Biz de bir gün şöyle bir sabaha uyanmak istiyoruz: "Emekli maaşlarına 30 bin lira seyyanen zam yapıldı." "Gazeteciler serbest bırakıldı." "Siyasi suçlular tahliye edildi." Böyle bir sabaha uyanmak istiyorsak, bunun çözümü Cumhuriyet Halk Partisi iktidarıdır.

Direnmek ve bu partiye destek vermek zorundayız. Bizler, tüm mahallelerdeki başta Cumhuriyet Halk Partisi üyelerine ve o mahallede yaşayan insanlara ulaşmak için yola çıktık. Onlara bu ülkeyi ayakta tutan altı oku anlatmak için yola çıktık. Cumhuriyet Halk Partisi’ne herkesi üye yapmak için yola çıktık. Bu seçimi kazanmak istiyoruz.

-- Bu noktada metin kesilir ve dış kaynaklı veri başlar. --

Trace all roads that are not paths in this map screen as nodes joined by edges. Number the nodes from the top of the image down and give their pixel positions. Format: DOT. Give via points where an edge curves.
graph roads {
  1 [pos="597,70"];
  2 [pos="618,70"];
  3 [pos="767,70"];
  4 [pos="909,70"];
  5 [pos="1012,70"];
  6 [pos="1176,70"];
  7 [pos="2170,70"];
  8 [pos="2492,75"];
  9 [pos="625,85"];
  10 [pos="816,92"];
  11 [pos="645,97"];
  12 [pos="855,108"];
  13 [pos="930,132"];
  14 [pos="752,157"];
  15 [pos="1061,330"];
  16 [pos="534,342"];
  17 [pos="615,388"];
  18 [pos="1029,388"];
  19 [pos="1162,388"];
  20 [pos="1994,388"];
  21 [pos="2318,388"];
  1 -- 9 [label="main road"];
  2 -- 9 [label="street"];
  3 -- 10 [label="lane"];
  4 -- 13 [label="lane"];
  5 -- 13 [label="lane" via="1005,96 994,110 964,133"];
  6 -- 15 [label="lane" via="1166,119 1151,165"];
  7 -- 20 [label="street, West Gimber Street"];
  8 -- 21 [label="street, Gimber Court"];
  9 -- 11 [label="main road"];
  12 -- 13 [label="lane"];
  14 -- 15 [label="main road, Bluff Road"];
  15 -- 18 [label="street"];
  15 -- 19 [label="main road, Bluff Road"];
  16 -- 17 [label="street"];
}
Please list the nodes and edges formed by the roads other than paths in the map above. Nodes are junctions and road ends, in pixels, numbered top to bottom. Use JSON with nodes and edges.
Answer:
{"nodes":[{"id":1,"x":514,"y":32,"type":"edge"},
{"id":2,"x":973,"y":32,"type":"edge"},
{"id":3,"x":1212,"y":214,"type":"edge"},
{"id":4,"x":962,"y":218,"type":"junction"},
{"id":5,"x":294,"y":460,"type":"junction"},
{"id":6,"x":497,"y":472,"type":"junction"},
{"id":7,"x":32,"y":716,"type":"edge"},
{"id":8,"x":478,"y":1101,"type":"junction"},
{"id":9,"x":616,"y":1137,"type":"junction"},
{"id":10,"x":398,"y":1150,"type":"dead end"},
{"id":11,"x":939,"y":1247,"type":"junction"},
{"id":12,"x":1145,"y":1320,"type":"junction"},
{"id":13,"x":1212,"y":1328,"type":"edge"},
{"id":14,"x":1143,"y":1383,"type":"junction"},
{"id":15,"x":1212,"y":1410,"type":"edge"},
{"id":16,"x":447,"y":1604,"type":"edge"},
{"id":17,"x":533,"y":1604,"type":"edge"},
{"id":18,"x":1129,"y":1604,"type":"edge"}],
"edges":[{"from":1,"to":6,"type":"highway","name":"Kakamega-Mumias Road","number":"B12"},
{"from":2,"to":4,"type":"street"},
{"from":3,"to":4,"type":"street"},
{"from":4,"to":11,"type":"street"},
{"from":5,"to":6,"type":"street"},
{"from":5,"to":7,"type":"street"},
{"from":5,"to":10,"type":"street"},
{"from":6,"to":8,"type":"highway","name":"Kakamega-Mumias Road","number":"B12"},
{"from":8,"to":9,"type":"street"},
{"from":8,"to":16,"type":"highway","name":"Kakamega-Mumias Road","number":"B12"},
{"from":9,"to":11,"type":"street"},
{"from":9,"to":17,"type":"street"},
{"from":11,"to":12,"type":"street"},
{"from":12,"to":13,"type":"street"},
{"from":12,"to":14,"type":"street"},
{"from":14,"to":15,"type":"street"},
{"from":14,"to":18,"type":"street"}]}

Ben ilçe başkanı olduğumda, bir başka arkadaş bu göreve aday olursa, onu ben tanıtacağım size. Herkes bundan emin olsun. Görev almak isteyen her Cumhuriyet Halk Partili’yi tanıtacağım, onunla gurur duyacağım. Düşünün; öyle bir ülke ki, belediye başkanları tutuklu, partimiz saldırı altında. Biz bu tabloyu tersine çevirmek zorundayız. Çocuklarımızın geleceği için tersine çevirmek zorundayız. Ben ömür boyu hak ve adalet için mücadele ettim. Hiç taviz vermedim. Hırsıza da, ihanete de taviz vermedim. Cumhuriyet Halk Partisi'nin ilçe başkanlığını layıkıyla yapacağız. Her üyeye ulaşacağız. Her mahallede toplantılar düzenleyeceğiz. Üyemiz olsun olmasın, halkın derdini dinleyeceğiz. Bunları raporlayacağız, çözümler üreteceğiz. Boş gitmeyeceğiz. Gerçekten çözümlerimiz olacak. Bu çözümleri de yukarıya ileteceğiz."